General ResultsIn total, 74 centers submitted data in 2012, constituting the highest level of participation since the registry began (Figs. 1 and 2). Some 11 042 ablations were reported, representing a mean of 149 (103) procedures/center (median, 128 [range, 6-457]). Just 5 private centers performed more than 50 ablations/year; 2 of these carried out more than 200/year. Five public centers performed more than 300 ablations; 3 of these performed more than 400.
The overall success rate was 94.9% (8283/8725), excluding AF and VT-AMI substrate ablation. There was a total of 210 (1.9%) reported complications (vascular complications, atrioventricular block, stroke, effusion/tamponade, myocardial infarction, heart failure, and death) during the ablation procedures (including AF and VT-AMI). Five deaths were reported (0.04%): 2 patients with CTI ablation (one in a patient with advanced heart failure who developed acute pulmonary edema 48 h after the procedure, and another in a patient who had a massive stroke after withdrawal of anticoagulation prior to pacemaker implantation). Two deaths occurred in patients with VT-AMI ablation (due to electric storm or refractory shock in both cases) and another occurred in a patient with AF ablation secondary to perforation of the coronary sinus. Iatrogenic atrioventicular block occurred in 22 patients (0.19%) who required permanent pacemaker implantation: 10 occurred during AVNRT ablation, 4 during AP ablation, 1 during FAT ablation, 1 during CTI ablation, 1 during AT ablation, 1 during VT-NAMI ablation, and 4 during VT- AMI ablation. Figures 3 and 4 show the overall results in terms of success and complication rates compared with those of previous years. Percentage success rates for the different substrates remained stable, except for IVT ablation, for which they decreased from 84% to 79%, and for FAT ablation, for which they increased from 80% to 85%. The incidence of complications remained stable for all substrates except AVN (for which they increased from 0.3% to 1.1%), FAT (from 1.4% to 2.1%) and AF (from 3.7% to 4.6%). The most frequently treated substrate was AVNRT, followed by CTI and AP (Fig. 5). The number of ablation procedures increased for all substrates except VT-AMI, for which there was a 3% decrease compared with 2011. However, there was a very significant increase in AF, AP, FAT, AVN, and IVT ablation (there was a 30% increase in IVT ablation compared with 2011). The number of AF ablation procedures increased by 21% compared with 2011, accounting for 17% of all procedures (was the fourth substrate in order of frequency). The least treated substrate continued to be VT-NAMI, although the number of procedures increased considerably in the last 2 years.
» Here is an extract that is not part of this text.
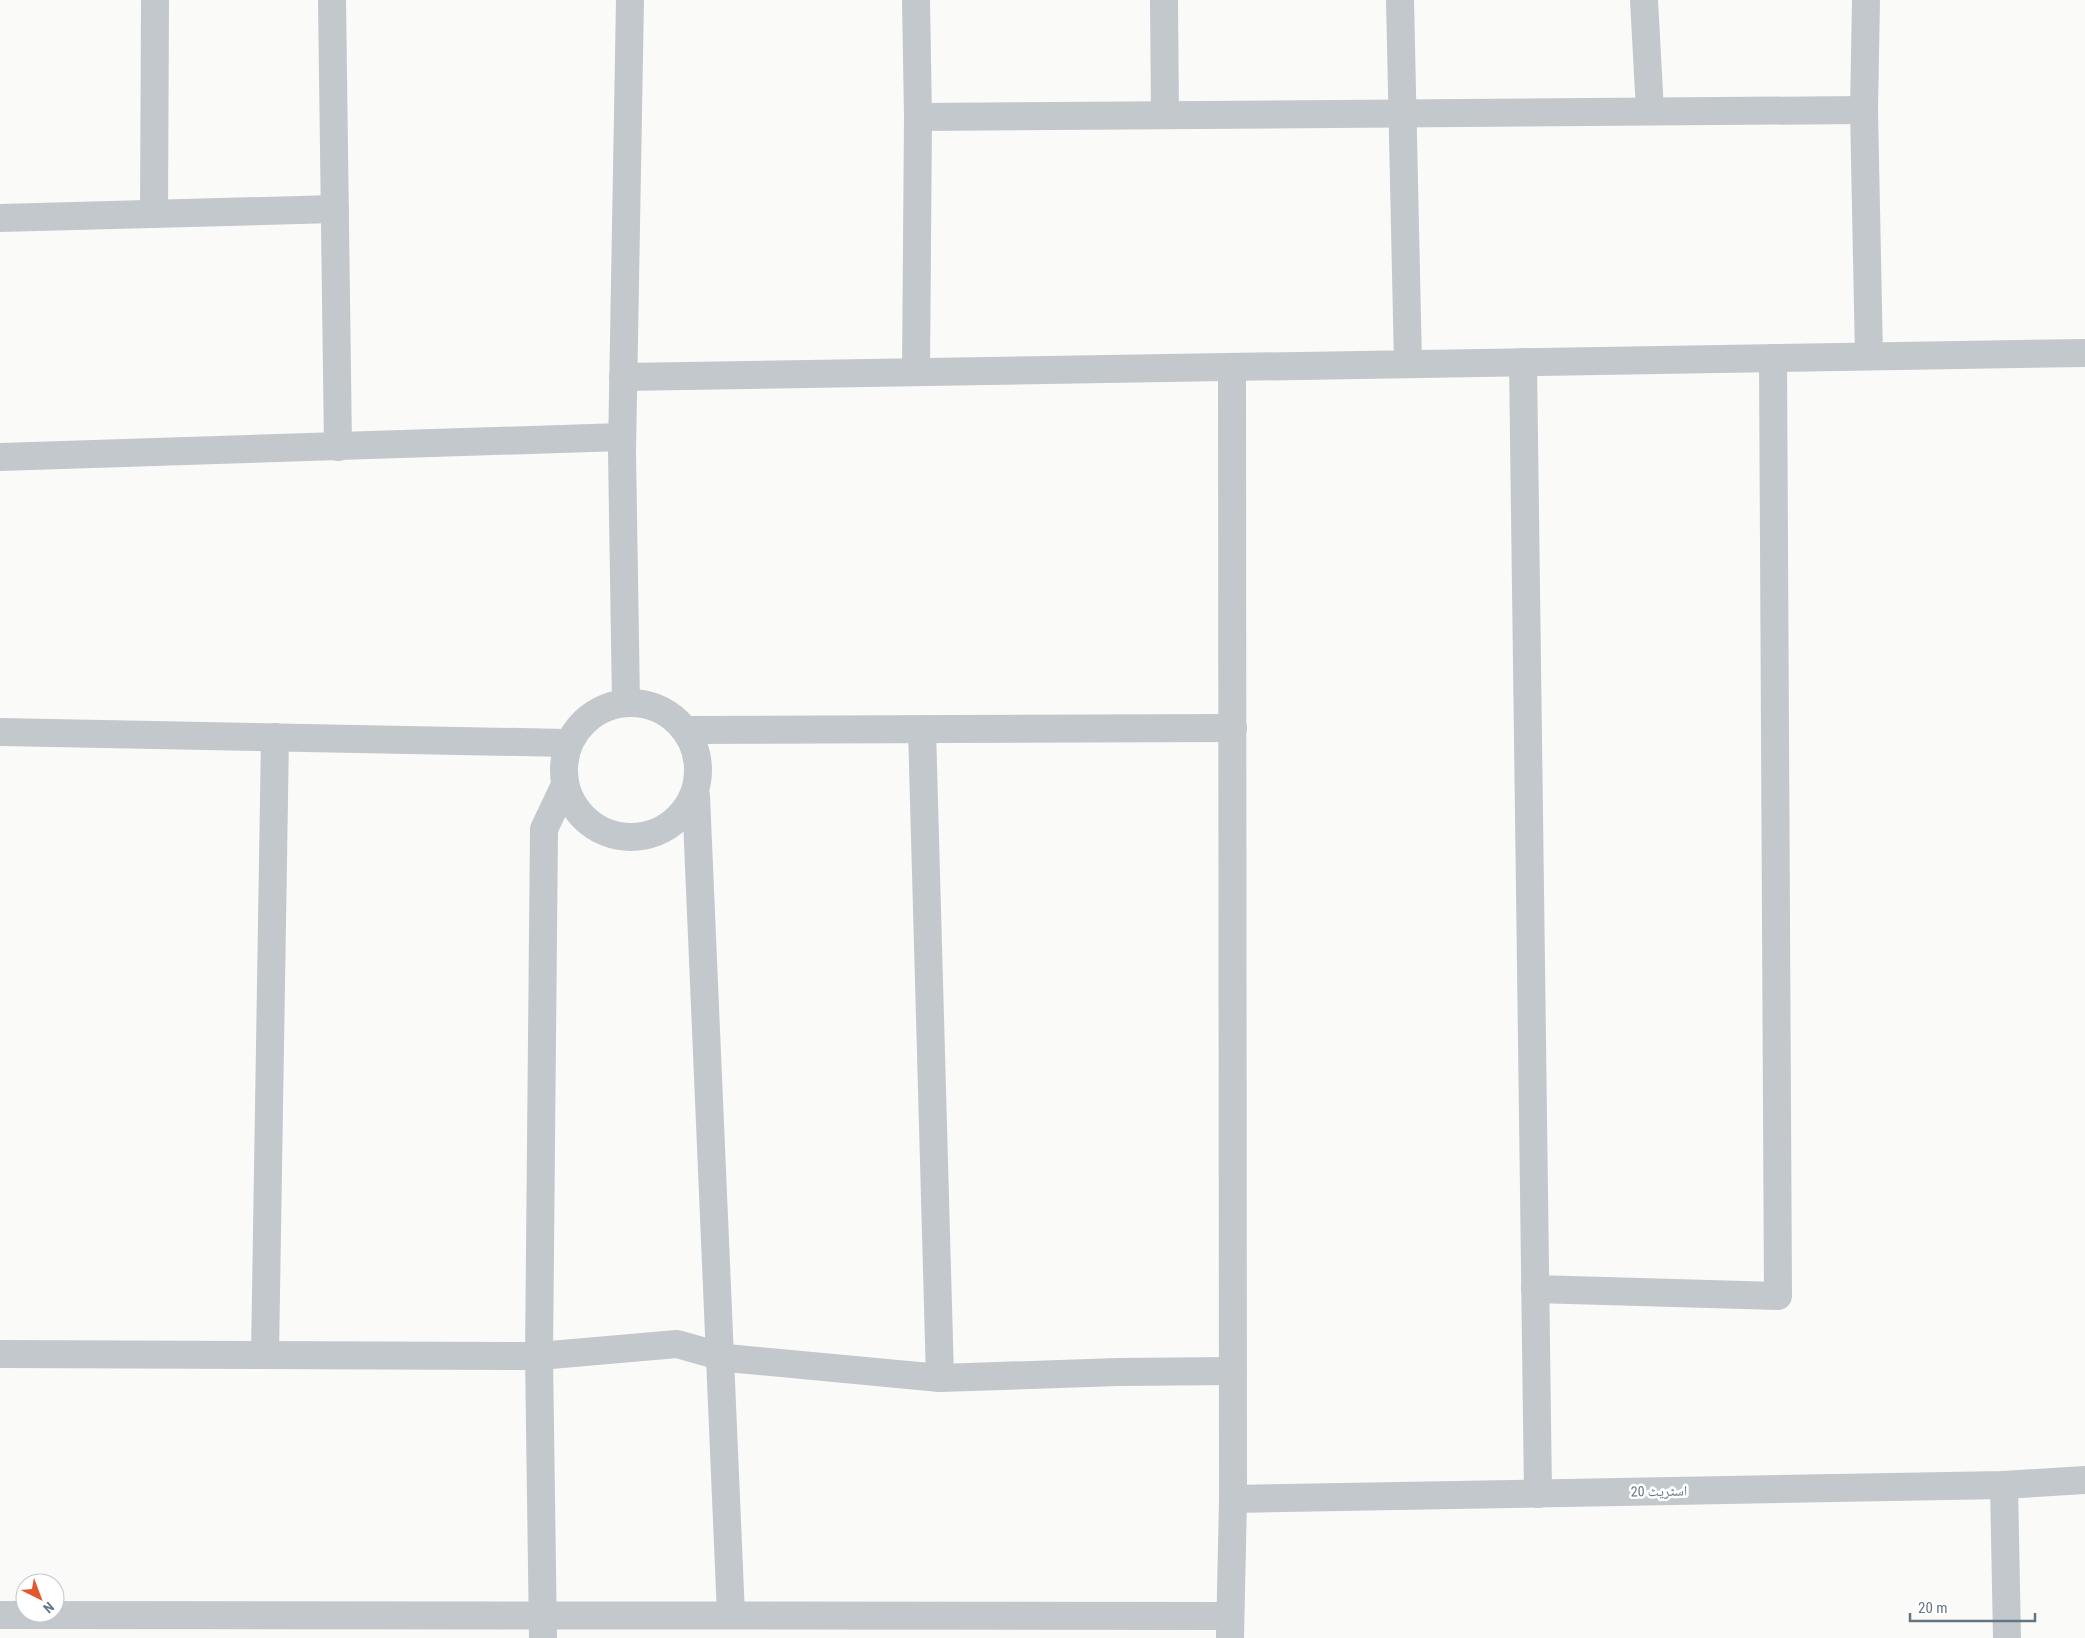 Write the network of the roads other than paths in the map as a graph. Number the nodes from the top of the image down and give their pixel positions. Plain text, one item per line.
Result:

Change in percentage success rates for catheter ablation since 2006 by substrate treated. AP, accessory pathways; AT: atrial tachycardia; AVN, atrioventricular node; AVNRT, atrioventricular nodal reentrant tachycardia; CTI, cavotricuspid isthmus; IVT, idiopathic ventricular tachycardia.
Percentage of complications in catheter ablation since 2003 by substrate treated. AF, atrial fibrillation; AP, accessory pathways; AVN, atrioventricular node; AVNRT, atrioventricular nodal reentrant tachycardia; CTI, cavotricuspid isthmus; FAT, focal atrial tachycardia; VT, ventricular tachycardia.
Relative frequency of different conditions treated by catheter ablation in Spain during 2012. The percentage change for each substrate compared with the 2011 registry is shown. AF, atrial fibrillation; AP, accessory pathways; AVN, atrioventricular node; AVNRT, atrioventricular nodal reentrant tachycardia; CTI, cavotricuspid isthmus; FAT, focal atrial tachycardia; IVT, idiopathic ventricular tachycardia; MAT, macroreentrant atrial tachycardia/atypical atrial flutter; VT-AMI, ventricular tachycardia associated with acute postinfarction myocardial scarring; VT-HD, ventricular tachycardia associated with heart disease.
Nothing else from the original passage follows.